2.   Every child is entitled to a secure prenatal relationship and bonding.
3.   Every child has the right to respect for, and protection of, the continuity of its experiences during pregnancy and birth.
4.   Every child has the right to consideration being paid – right from the beginning – to the emotional and psychological impacts of any medical measures undertaken, and to responsibility being accepted for them.
5.   Every child has a right to assistance to ensure a loving, relationship-oriented welcome to the world that allows it to establish secure postnatal ties.
6.   Every child is entitled to nutrition of adequate quality before and after birth. If possible, every child should be breastfed.

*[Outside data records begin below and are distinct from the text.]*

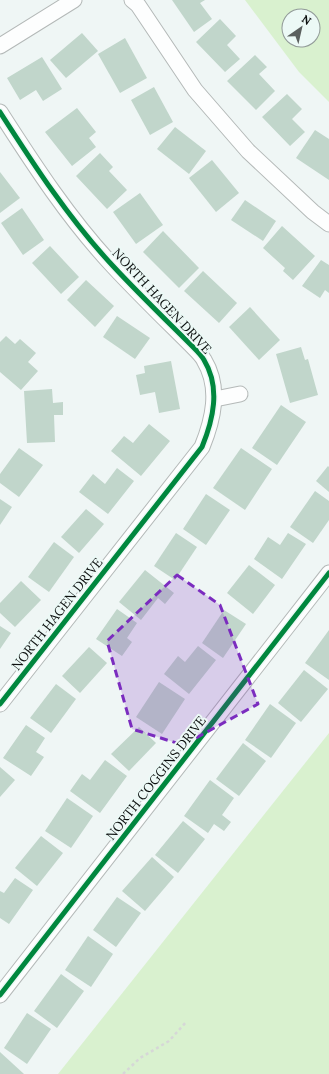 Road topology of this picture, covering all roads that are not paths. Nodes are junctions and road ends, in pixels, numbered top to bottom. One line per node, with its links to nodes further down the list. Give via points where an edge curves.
1 (74, 0): 3 (street)
2 (132, 0): 5 (street, via 138,5 195,90 243,146)
3 (0, 46)
4 (0, 112): 7 (street, NORTH HAGEN DRIVE, via 72,217 112,266 204,360 210,372)
5 (329, 224)
6 (240, 394): 7 (street)
7 (215, 399): 9 (street, NORTH HAGEN DRIVE, via 210,427 202,447)
8 (329, 573): 10 (street, NORTH COGGINS DRIVE)
9 (0, 704)
10 (0, 995) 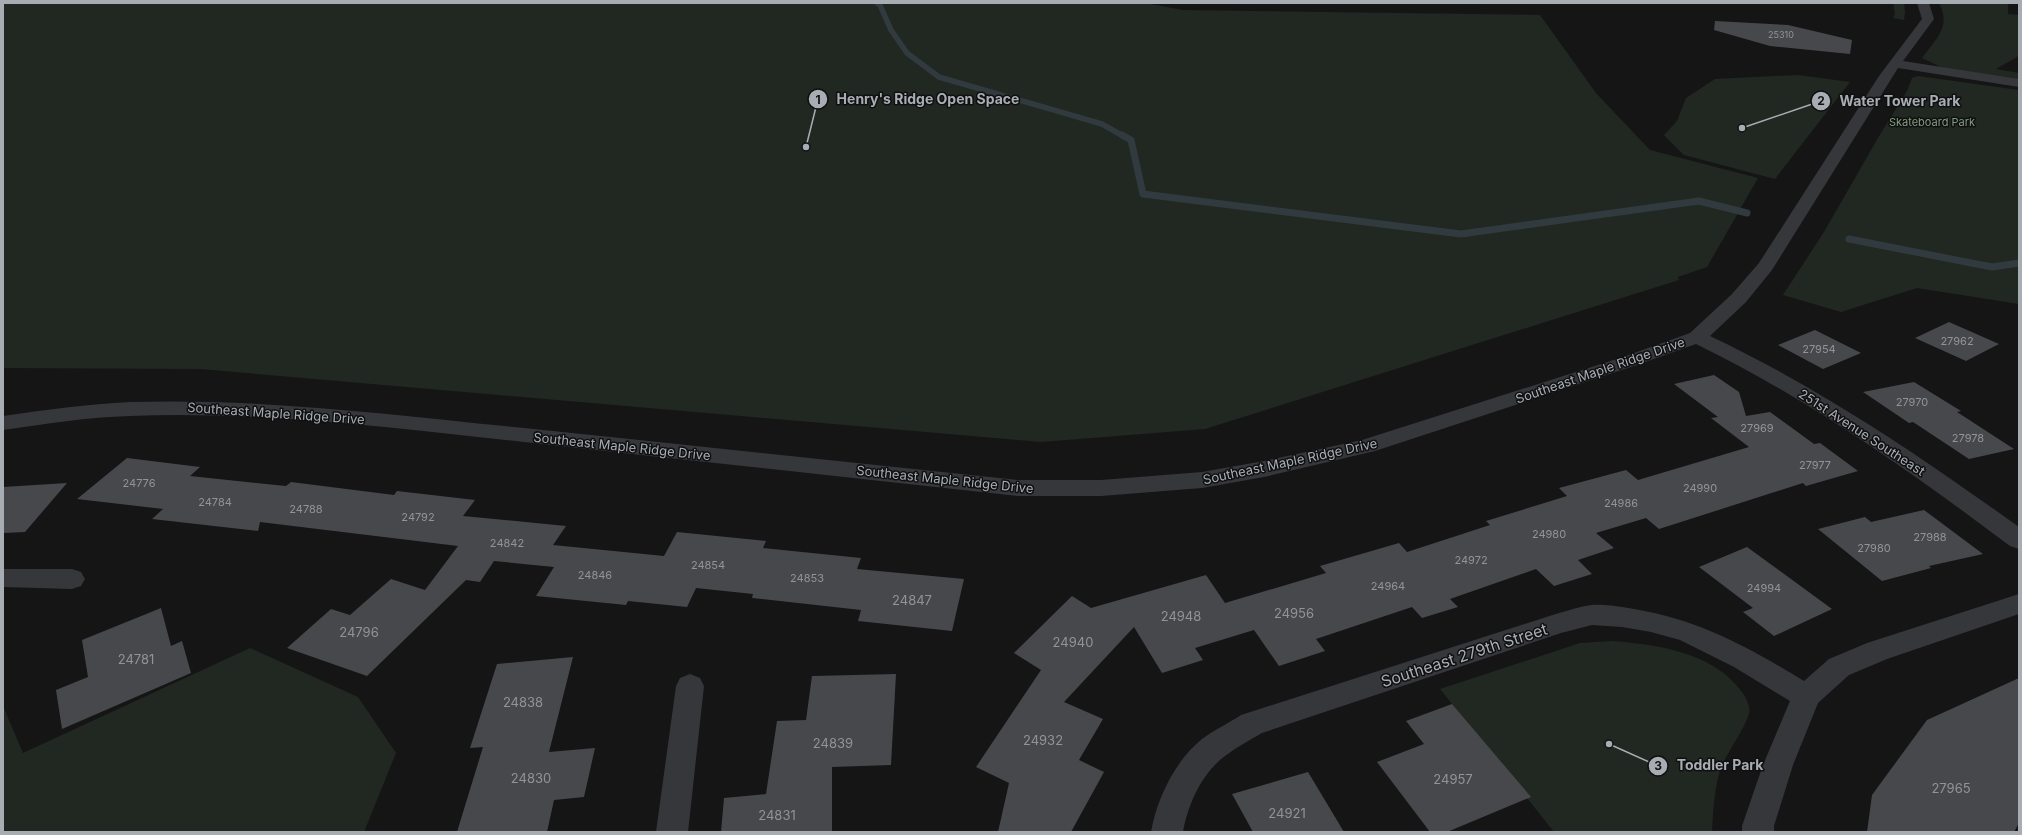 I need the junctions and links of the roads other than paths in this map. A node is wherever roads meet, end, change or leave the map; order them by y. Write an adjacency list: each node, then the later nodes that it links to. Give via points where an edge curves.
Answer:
1 (1923, 3): 2 (street, Southeast Maple Ridge Drive, via 1928,19)
2 (1896, 64): 3 (street); 4 (street, Southeast Maple Ridge Drive, via 1766,266 1739,298)
3 (2019, 84)
4 (1697, 337): 5 (street, Southeast Maple Ridge Drive, via 1368,446 1202,480 1101,488 1018,488 303,412 165,407 120,409); 6 (street, 251st Avenue Southeast, via 1755,365 1806,394 1934,478)
5 (3, 423)
6 (2019, 540)
7 (3, 578): 8 (street)
8 (72, 579)
9 (2019, 604): 11 (street, via 1907,641 1839,667)
10 (690, 686): 12 (street)
11 (1806, 696): 13 (street, Southeast 279th Street, via 1744,659 1688,632 1651,622 1592,615 1559,623 1252,724 1213,748 1188,776 1168,822); 14 (street, via 1778,765)
12 (672, 832)
13 (1167, 832)
14 (1758, 832)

7.   The rights of the child are associated with the right of future generations to be given the opportunity by society to develop their own potential as couples and as parents.
8.   This right to the development of parenting skills is associated with the right of the child to responsible, sensitive and relationship-oriented parents or guardians.
9.   In order to guarantee these rights, society's institutions have an obligation to support parents in performing their duties.
 
 
Clearly these rights are subject to the relative rights of others, particularly of the mother and family. Those with responsibility need to balance the relative rights with understanding of the issues involved, including those of the child.
 
This Charter is based on the Viennese Resolution of the International Society of Prenatal and Perinatal Psychology and Medicine (ISPPM), on the comments made by Gaby Stroecken and Rien Verdult on prenatal bonding and children's rights, on the resolution adopted by the International Congress on Embryology, Therapy and Society 2002 in Nijmegen (Netherlands) and on the Moscow Resolution of the Russian Society for Prenatal and Perinatal Psychology; these resolutions are available at www.isppm.de. The ISPPM website provides an extensive list of literature on the topic.

 

The Charter was adopted by the ISPPM's General Assembly on 3 June 2005 in Heidelberg.